J’ai déjà expliqué dans ces colonnes que je n’avais pas vraiment apprécié le roman de Margaret Atwood, qui fait le buzz en raison de sa transcription en série télé, la Servante Écarlate. Je doutais surtout de ce que beaucoup affirmaient, à savoir que c’était un livre féministe.
En retournant après très longtemps sur la plateforme Netgalley, où je suis abonnée, j’ai pu obtenir la lecture d’un roman visiblement recommandé par Atwood. En tout cas son nom apparaît sur la couverture avec ce mot : «électrisant », comme si la nouvelle papesse de la science-fiction féminine était devenue une prescriptrice de bons romans. A priori, cela aurait pu me faire fuir, mais finalement je me suis plongée dans Le Pouvoir de Naomi Alderman.
Synopsis
Et si les femmes prenaient enfin le pouvoir dans le monde entier ?
Aux quatre coins du monde, les femmes découvrent qu’elles détiennent « le pouvoir ».
Du bout des doigts, elles peuvent soudain infliger une douleur fulgurante – et même la mort.
Soudain, les hommes comprennent qu’ils deviennent le « sexe faible ».
Mais jusqu’où iront les femmes pour imposer ce nouvel ordre ?
L’histoire tient en quelques mots : un jour des jeunes filles, des adolescentes, découvrent qu’elles sont capables de générer de l’électricité. Un muscle situé sous les clavicules des femmes devient une source d’énergie. On l’appelle le fuseau. Il semblerait que cette mutation provienne de produits chimiques destinés à immuniser les populations civiles contre les attaques chimiques et balancés dans l’eau potable anglaise durant la Seconde Guerre mondiale. Tout cela a colonisé les eaux de la planète et génération après génération les corps des femmes se sont transformés.
L’histoire racontée dans ce livre est censée être une fiction qui se déroule à notre époque, mais écrite par un archéologue, Neil, 5000 ans après ces évènements. Au début et à la fin du livre, une correspondance s’établit entre Naomi et Neil, l’auteur de ce roman qui tente ainsi de poser des hypothèses historiques. Ils vivent dans un monde dominé par les femmes qui, grâce à leur pouvoir, contrôlent le monde et les hommes. Cet état des choses dure depuis 5000 ans et la condition masculine, même si elle n’est pas enviable, car inférieure, semble naturelle. Pourtant Neil prétend que les choses n’ont pas toujours été ainsi et c’est ce qu’il essaye prudemment de démontrer avec son manuscrit. Il explique qu’il a choisi la forme romanesque pour mieux faire passer ses idées révolutionnaires, à savoir qu’avant le Cataclysme, le grande guerre de tous contre tous, c’étaient les hommes qui dominaient le monde. Qu’il y avait des hommes soldats et que les femmes étaient soumises.

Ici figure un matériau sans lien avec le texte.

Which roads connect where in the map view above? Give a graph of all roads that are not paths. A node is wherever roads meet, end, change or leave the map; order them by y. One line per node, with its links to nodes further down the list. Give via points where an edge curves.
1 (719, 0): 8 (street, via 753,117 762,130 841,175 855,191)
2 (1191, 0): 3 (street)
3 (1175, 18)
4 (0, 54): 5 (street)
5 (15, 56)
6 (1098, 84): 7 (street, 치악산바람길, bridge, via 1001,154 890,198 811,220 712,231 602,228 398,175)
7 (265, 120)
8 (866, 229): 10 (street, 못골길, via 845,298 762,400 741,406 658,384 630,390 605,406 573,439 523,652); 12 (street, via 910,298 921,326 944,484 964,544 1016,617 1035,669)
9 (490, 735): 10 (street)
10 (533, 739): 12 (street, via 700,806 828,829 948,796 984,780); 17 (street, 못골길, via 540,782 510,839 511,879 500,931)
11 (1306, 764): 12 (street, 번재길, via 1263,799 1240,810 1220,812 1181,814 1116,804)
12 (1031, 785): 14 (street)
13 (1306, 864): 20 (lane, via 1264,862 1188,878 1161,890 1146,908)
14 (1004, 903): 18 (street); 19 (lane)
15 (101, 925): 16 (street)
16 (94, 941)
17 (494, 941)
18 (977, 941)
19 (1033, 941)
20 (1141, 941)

Le roman suit le destin de plusieurs personnages, surtout des jeunes femmes comme Allie qui devient Mère Eve, Roxanne dit Roxy la fille d’un caïd anglais, Margot Cleary femme politique états-unienne, de sa fille Jocelyne et de Tunde un reporter qui rapporte tous les évènements dans le monde qui s’enchaînent quand les femmes commencent à utiliser leur pouvoir. Ces destins se croisent et s’entremêlent pour nous décrire le moment de la catastrophe, c’est-à-dire du moment où le monde bascule sous la coupe des femmes.

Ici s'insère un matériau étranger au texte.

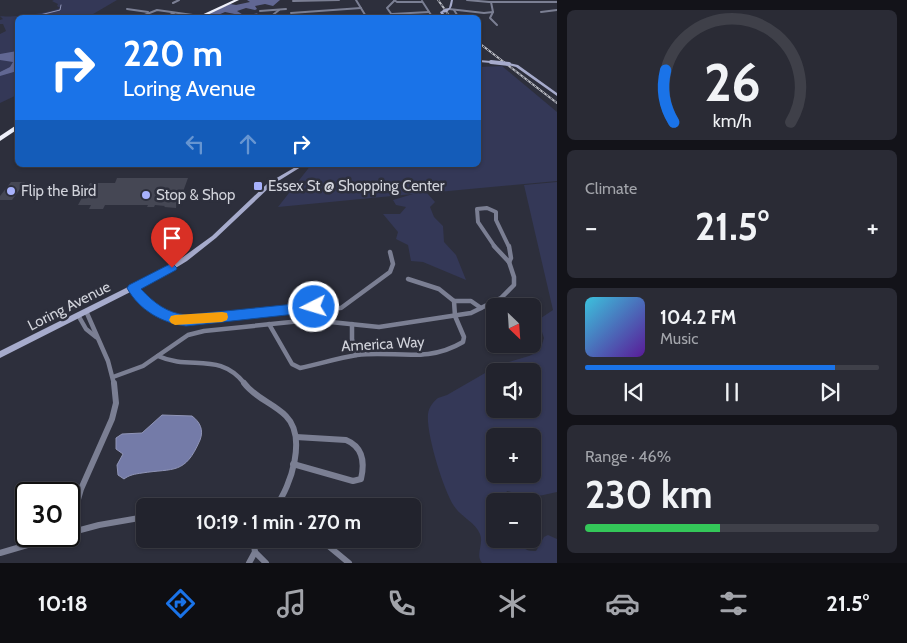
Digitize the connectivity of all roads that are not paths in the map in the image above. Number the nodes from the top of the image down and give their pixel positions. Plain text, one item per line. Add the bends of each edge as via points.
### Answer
1 (179, 0) edge
2 (234, 0) edge
3 (339, 0) edge
4 (356, 0) edge
5 (452, 0) edge
6 (466, 0) edge
7 (294, 1) edge
8 (394, 1) edge
9 (422, 1) edge
10 (491, 2) junction
11 (557, 2) edge
12 (173, 3) dead end
13 (361, 8) junction
14 (127, 9) dead end
15 (286, 9) junction
16 (279, 10) junction
17 (446, 10) junction
18 (454, 10) junction
19 (557, 10) edge
20 (260, 11) dead end
21 (148, 12) junction
22 (175, 12) junction
23 (429, 12) junction
24 (493, 12) junction
25 (542, 12) dead end
26 (291, 13) joint
27 (142, 15) edge
28 (170, 15) edge
29 (189, 15) edge
30 (203, 15) edge
31 (273, 15) edge
32 (365, 15) edge
33 (431, 15) edge
34 (443, 15) edge
35 (457, 15) edge
36 (496, 24) dead end
37 (481, 61) edge
38 (557, 96) edge
39 (15, 128) edge
40 (0, 139) edge
41 (299, 167) edge
42 (506, 241) junction
43 (495, 245) junction
44 (390, 252) dead end
45 (509, 262) junction
46 (408, 279) dead end
47 (133, 288) junction
48 (454, 301) junction
49 (481, 308) junction
50 (86, 311) junction
51 (78, 315) junction
52 (455, 316) junction
53 (269, 324) junction
54 (352, 324) junction
55 (96, 337) junction
56 (0, 355) edge
57 (356, 355) junction
58 (158, 356) junction
59 (113, 377) junction
60 (296, 437) junction
61 (293, 464) junction
62 (80, 493) edge
63 (281, 498) edge
64 (136, 520) edge
65 (80, 530) edge
66 (20, 547) edge
67 (254, 548) edge
68 (331, 548) edge
69 (255, 552) junction
70 (0, 553) edge
71 (249, 563) edge
72 (266, 563) edge
73 (349, 563) edge

1 - 12 street
2 - 30 highway
3 - 7 street
4 - 13 street
5 - 17 main road
6 - 10 street
7 - 15 street
8 - 9 street
8 - 23 street via 387,8 392,15
9 - 23 street
10 - 11 street
10 - 24 street
13 - 26 street
13 - 32 street
14 - 21 street
15 - 16 street
15 - 26 street
16 - 20 street
16 - 31 street
17 - 18 street
17 - 34 main road via 441,12
18 - 24 street
18 - 35 street
19 - 25 street
21 - 22 street
21 - 27 street
22 - 28 street
22 - 29 street
23 - 33 street
24 - 36 street via 490,18
37 - 38 main road, bridge via 517,66
39 - 40 highway
41 - 47 main road, Loring Avenue via 270,184 191,255
42 - 43 street
42 - 43 street via 496,220 496,212 480,207 475,212 477,223
42 - 45 street via 511,252
43 - 45 street
44 - 47 street via 393,264 390,272 338,309 299,308 175,320 152,308
45 - 49 street via 514,277 513,288
46 - 48 street via 439,289
47 - 50 main road, Loring Avenue
48 - 49 street via 471,301
48 - 52 street
49 - 52 street
50 - 51 main road, Loring Avenue
50 - 55 street
51 - 55 street via 86,329
51 - 56 main road, Loring Avenue
52 - 54 street via 379,326
52 - 57 street, America Way via 464,338 453,348 419,356
53 - 54 street via 316,320
53 - 57 street, America Way via 296,366 304,368
53 - 58 street via 191,334
54 - 57 street
55 - 59 street via 106,353
58 - 59 street via 143,366
58 - 60 street via 172,363 217,365 231,370 254,396 288,418
59 - 62 street via 116,403 112,419
60 - 61 street
60 - 61 street via 353,442 361,453 364,471 361,479 353,481
61 - 63 street
64 - 65 street
66 - 70 street
67 - 69 street
68 - 73 street
69 - 71 street
69 - 72 street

Allie représente le caractère religieux du pouvoir : elle devient Mère Eve et prône une nouvelle religion, où Dieu est une Femme et où les femmes sont les créatures sacrées du monde. Quelque peu schizophrène, elle comprend vite que ce nouveau pouvoir va permettre aux femmes de dominer le monde.
« Dieu nous aime toutes, reprend-elle, et Elle veut que nous sachions qu’Elle a simplement changé Son habit. Elle est au-delà de la distinction entre femmes et hommes, au-delà de ce que l’esprit humain peut appréhender. Mais Elle attire votre attention sur ceci, que vous avez oublié : juives, tournez vos regards vers Myriam, non vers Moïse pour ce qu’elle a a vous apprendre. Musulmanes. Regardez Fatima, et non Mahomet, Bouddhistes : souvenez-vous de Tara, mère de la libération. Chrétiennes : priez Marie pour votre salut. « On vous a enseigné que vous étiez souillées, que vous n’étiez pas saintes, que votre corps était impur et ne pourrais jamais abriter le divin. On vous a enseigné à mépriser tout ce que vous êtes et à n’aspirer qu’à être. Un homme. Or on vous a enseigné des mensonges. Dieu est en vous, Dieu est revenue sur Terre pour vous l’enseigner, sous la forme de ce nouveau pouvoir. Ne avez pas à moi pour chercher des réponses, car c’est en vous-mêmes que devez les trouver. »
Roxy est la guerrière, la soldat, qui est la plus puissante, chez qui le pouvoir est le plus fort. Malgré une épreuve assez pénible pour sa féminité puissante, elle prend le contrôle du champ de la violence.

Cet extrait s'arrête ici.